Additionally, the Secretary of HHS must first publicly confirm that “the action is not projected to increase federal spending, Medicare beneficiary premiums, or patients’ total out-of-pocket costs.” The contention that eliminating DIR fees would increase Medicare Part D premiums is a frequent PBM talking point.
“A potential work-around would be if the HHS Secretary interpreted compliance with this provision of the executive order if projected out-of-pocket cost savings [on the price of prescription drugs] are higher than any increases in beneficiary premiums,” said Ilisa Bernstein, PharmD, JD, APhA senior vice president of pharmacy practice and government affairs.
Trump signed three other executive orders on Friday.
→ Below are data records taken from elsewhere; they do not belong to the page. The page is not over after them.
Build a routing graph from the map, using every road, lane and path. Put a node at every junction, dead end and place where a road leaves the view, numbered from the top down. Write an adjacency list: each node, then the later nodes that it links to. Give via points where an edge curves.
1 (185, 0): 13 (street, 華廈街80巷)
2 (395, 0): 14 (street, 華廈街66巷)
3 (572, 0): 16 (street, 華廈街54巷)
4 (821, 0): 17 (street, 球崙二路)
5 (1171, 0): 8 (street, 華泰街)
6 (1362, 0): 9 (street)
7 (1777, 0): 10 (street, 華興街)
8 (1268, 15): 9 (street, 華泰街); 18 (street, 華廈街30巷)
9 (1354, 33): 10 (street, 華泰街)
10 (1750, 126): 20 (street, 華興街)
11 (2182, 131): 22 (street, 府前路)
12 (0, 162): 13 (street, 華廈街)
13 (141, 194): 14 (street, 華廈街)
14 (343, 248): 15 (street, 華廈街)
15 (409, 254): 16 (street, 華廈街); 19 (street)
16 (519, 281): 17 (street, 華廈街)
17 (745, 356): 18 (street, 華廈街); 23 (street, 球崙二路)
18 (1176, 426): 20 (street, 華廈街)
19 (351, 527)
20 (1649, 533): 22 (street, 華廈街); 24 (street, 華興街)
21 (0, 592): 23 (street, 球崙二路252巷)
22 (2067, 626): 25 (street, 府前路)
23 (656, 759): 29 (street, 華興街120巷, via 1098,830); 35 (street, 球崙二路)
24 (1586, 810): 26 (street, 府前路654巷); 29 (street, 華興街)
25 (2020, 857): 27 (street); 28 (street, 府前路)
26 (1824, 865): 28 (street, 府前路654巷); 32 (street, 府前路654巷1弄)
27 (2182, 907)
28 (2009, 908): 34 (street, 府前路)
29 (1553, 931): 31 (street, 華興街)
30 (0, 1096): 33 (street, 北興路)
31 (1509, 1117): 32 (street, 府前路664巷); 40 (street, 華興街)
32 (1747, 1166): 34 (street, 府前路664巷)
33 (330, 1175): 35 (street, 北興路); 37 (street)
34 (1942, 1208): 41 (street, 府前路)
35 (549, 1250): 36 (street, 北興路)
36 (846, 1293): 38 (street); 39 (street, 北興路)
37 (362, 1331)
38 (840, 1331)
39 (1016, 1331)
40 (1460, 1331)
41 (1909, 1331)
One directed implementation of a program for personal importation of medications from outside the United States, which APhA and other pharmacy groups have opposed on the grounds that it puts patient safety at serious risk. The U.S. has more rigorous supply chain standards, which imported drugs will not have cleared, and illegitimate online pharmacies that peddle counterfeit and otherwise unsafe medications continue to proliferate. The Canadian government has also opposed this measure, as it puts that country at risk of drug shortages.
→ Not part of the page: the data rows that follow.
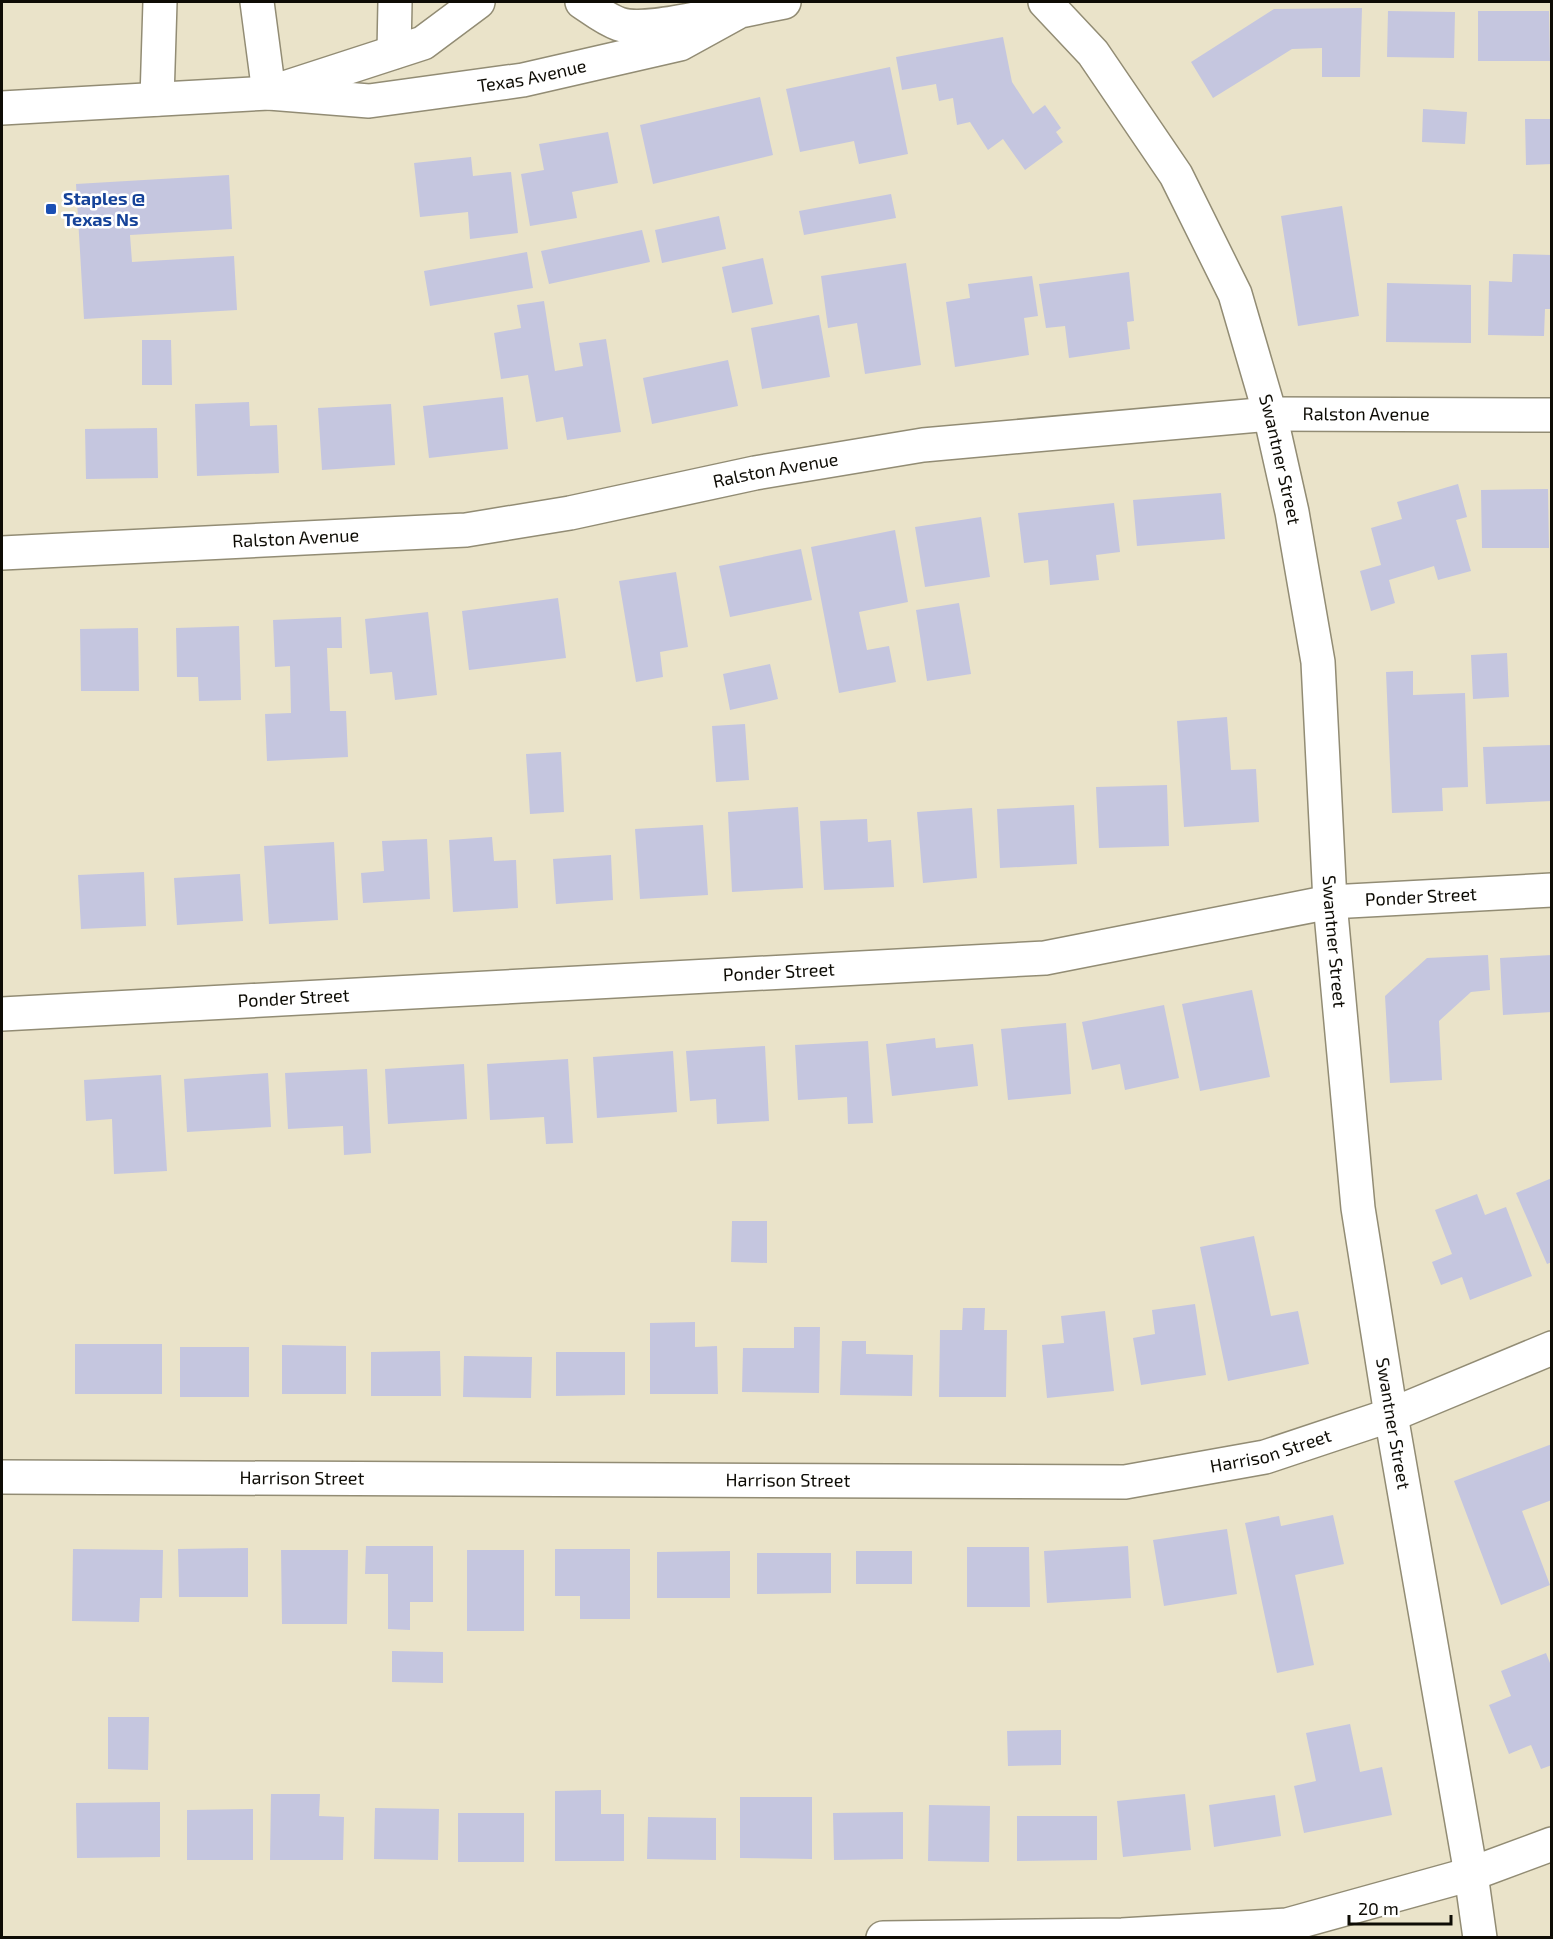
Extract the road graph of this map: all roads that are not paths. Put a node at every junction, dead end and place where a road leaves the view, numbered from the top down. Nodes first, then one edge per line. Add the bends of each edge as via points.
1 (160, 2) edge
2 (257, 2) edge
3 (395, 2) edge
4 (478, 2) edge
5 (582, 2) edge
6 (784, 2) edge
7 (1044, 2) edge
8 (740, 11) junction
9 (394, 52) junction
10 (269, 93) junction
11 (157, 99) junction
12 (2, 108) edge
13 (1270, 414) junction
14 (1551, 415) edge
15 (2, 554) edge
16 (1551, 890) edge
17 (1330, 902) junction
18 (2, 1014) edge
19 (1551, 1348) edge
20 (1391, 1415) junction
21 (2, 1477) edge
22 (1551, 1844) edge
23 (1471, 1874) junction
24 (883, 1938) edge
25 (1480, 1938) edge

1 - 11 street
2 - 10 street
3 - 9 street
4 - 9 street, Texas Avenue via 423,43
5 - 8 street via 621,25 652,25
6 - 8 street, Texas Avenue
7 - 13 street, Swantner Street via 1092,53 1176,174 1235,294
8 - 10 street, Texas Avenue via 680,44 524,80 369,101
9 - 10 street, Texas Avenue
10 - 11 street, Texas Avenue
11 - 12 street, Texas Avenue
13 - 14 street, Ralston Avenue
13 - 15 street, Ralston Avenue via 923,446 756,473 570,513 466,530
13 - 17 street, Swantner Street via 1318,662
16 - 17 street, Ponder Street
17 - 18 street, Ponder Street via 1046,958
17 - 20 street, Swantner Street via 1358,1208
19 - 20 street, Harrison Street
20 - 21 street, Harrison Street via 1265,1457 1125,1482
20 - 23 street, Swantner Street
22 - 23 street
23 - 24 street via 1287,1925 1122,1935
23 - 25 street, Swantner Street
Another executive order would allow patients without affordable access to insulin or injectable epinephrine to purchase the products through entities enrolled in the 340B Prescription Drug Program.
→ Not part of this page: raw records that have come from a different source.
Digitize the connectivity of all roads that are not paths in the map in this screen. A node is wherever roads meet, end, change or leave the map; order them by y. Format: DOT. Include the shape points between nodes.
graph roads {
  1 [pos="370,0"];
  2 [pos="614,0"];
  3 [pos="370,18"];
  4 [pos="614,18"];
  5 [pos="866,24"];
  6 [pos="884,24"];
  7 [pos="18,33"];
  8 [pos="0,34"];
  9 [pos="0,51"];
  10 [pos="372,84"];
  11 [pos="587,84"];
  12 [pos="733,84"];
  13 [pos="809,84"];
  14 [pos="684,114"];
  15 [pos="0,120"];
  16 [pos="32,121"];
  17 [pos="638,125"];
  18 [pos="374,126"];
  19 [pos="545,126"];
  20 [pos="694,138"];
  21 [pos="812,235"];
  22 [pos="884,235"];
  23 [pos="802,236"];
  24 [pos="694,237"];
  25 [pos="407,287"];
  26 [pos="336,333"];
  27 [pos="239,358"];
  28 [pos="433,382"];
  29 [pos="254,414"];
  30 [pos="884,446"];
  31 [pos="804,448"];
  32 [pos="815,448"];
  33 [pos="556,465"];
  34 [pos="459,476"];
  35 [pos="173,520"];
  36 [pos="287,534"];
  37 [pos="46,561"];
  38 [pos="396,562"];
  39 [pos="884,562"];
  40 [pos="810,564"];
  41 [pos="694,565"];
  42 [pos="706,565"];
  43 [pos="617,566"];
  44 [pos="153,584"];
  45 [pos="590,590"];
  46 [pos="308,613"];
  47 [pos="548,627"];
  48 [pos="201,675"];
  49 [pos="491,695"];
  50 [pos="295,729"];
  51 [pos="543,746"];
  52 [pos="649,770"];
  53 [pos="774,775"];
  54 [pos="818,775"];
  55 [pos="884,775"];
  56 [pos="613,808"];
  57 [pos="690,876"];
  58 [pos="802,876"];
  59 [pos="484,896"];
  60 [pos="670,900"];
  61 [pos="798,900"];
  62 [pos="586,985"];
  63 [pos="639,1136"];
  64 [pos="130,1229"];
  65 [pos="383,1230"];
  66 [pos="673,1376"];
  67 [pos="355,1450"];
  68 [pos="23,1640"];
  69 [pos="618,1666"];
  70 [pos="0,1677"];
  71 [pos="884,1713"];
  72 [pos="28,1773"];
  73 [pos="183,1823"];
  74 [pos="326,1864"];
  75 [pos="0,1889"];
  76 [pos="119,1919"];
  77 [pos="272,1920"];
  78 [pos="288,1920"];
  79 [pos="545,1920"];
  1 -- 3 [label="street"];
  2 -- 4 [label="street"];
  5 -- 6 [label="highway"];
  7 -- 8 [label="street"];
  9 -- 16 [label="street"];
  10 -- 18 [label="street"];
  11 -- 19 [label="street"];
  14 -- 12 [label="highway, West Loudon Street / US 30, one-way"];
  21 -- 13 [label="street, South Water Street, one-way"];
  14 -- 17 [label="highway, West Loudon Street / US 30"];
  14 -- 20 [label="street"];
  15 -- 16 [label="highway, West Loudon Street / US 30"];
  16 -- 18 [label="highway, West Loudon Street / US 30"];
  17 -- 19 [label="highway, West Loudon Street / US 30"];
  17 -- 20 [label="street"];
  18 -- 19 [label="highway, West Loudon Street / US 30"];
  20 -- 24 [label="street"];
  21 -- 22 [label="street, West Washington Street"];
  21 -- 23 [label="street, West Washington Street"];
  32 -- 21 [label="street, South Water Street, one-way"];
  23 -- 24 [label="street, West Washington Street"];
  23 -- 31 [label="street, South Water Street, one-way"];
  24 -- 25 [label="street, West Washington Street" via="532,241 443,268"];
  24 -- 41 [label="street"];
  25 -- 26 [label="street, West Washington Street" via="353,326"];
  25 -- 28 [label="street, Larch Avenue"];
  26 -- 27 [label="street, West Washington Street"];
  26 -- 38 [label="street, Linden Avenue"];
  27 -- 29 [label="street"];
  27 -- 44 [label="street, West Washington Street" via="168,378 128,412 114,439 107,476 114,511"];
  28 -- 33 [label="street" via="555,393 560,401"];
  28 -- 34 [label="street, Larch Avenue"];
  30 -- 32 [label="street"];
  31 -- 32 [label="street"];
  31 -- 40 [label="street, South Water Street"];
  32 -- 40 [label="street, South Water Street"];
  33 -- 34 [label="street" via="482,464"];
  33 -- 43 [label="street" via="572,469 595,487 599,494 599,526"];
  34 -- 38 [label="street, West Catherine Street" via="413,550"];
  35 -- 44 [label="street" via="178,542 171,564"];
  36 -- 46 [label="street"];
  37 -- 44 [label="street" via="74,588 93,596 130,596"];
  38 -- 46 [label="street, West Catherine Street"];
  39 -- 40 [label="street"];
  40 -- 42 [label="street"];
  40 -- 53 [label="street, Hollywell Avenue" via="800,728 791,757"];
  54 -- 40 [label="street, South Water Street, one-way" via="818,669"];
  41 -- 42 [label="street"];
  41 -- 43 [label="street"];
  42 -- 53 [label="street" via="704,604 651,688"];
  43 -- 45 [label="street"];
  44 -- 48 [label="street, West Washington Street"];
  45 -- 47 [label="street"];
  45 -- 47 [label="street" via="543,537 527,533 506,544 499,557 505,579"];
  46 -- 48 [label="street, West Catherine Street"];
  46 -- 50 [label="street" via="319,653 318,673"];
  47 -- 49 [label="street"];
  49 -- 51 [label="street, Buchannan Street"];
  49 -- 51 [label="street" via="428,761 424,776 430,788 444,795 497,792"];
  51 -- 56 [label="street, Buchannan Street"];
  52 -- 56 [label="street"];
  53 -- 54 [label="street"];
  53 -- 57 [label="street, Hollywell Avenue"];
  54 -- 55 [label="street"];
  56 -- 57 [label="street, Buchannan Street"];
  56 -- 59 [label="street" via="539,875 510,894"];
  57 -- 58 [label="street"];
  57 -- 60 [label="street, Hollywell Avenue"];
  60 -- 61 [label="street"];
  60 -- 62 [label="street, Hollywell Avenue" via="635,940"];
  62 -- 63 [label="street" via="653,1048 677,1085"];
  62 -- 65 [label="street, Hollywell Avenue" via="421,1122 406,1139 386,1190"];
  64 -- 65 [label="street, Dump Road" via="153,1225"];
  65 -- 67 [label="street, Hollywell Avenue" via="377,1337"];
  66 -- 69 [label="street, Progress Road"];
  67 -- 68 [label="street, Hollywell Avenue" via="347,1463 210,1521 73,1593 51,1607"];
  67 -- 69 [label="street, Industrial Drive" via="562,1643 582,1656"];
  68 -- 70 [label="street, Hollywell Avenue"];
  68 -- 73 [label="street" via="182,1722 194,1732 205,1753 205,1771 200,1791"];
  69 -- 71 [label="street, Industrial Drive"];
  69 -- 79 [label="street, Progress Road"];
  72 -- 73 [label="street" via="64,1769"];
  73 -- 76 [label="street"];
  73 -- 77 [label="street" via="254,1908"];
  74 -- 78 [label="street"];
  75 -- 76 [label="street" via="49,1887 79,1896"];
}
The last order aims to establish an “international pricing index,” which would tie U.S. drug prices to what other countries pay. That policy also has opposition on the basis that it constitutes price fixing. It’s also unclear if it would also force pharmacists to dispense medications at lower costs paid in other countries. The text of the order had not been posted at press time.
These three executive orders also must proceed through HHS rulemaking before they can take effect.
UPDATE: Read a joint letter APhA and other pharmacy groups sent to Secretary Azar to include DIR reform in rulemaking on the executive order and any efforts to lower drug prices. "Without pharmacy DIR fee reform, the impact of implementing a system to pass rebates onto patients at the pharmacy counter may prove disastrous for pharmacies," the letter reads.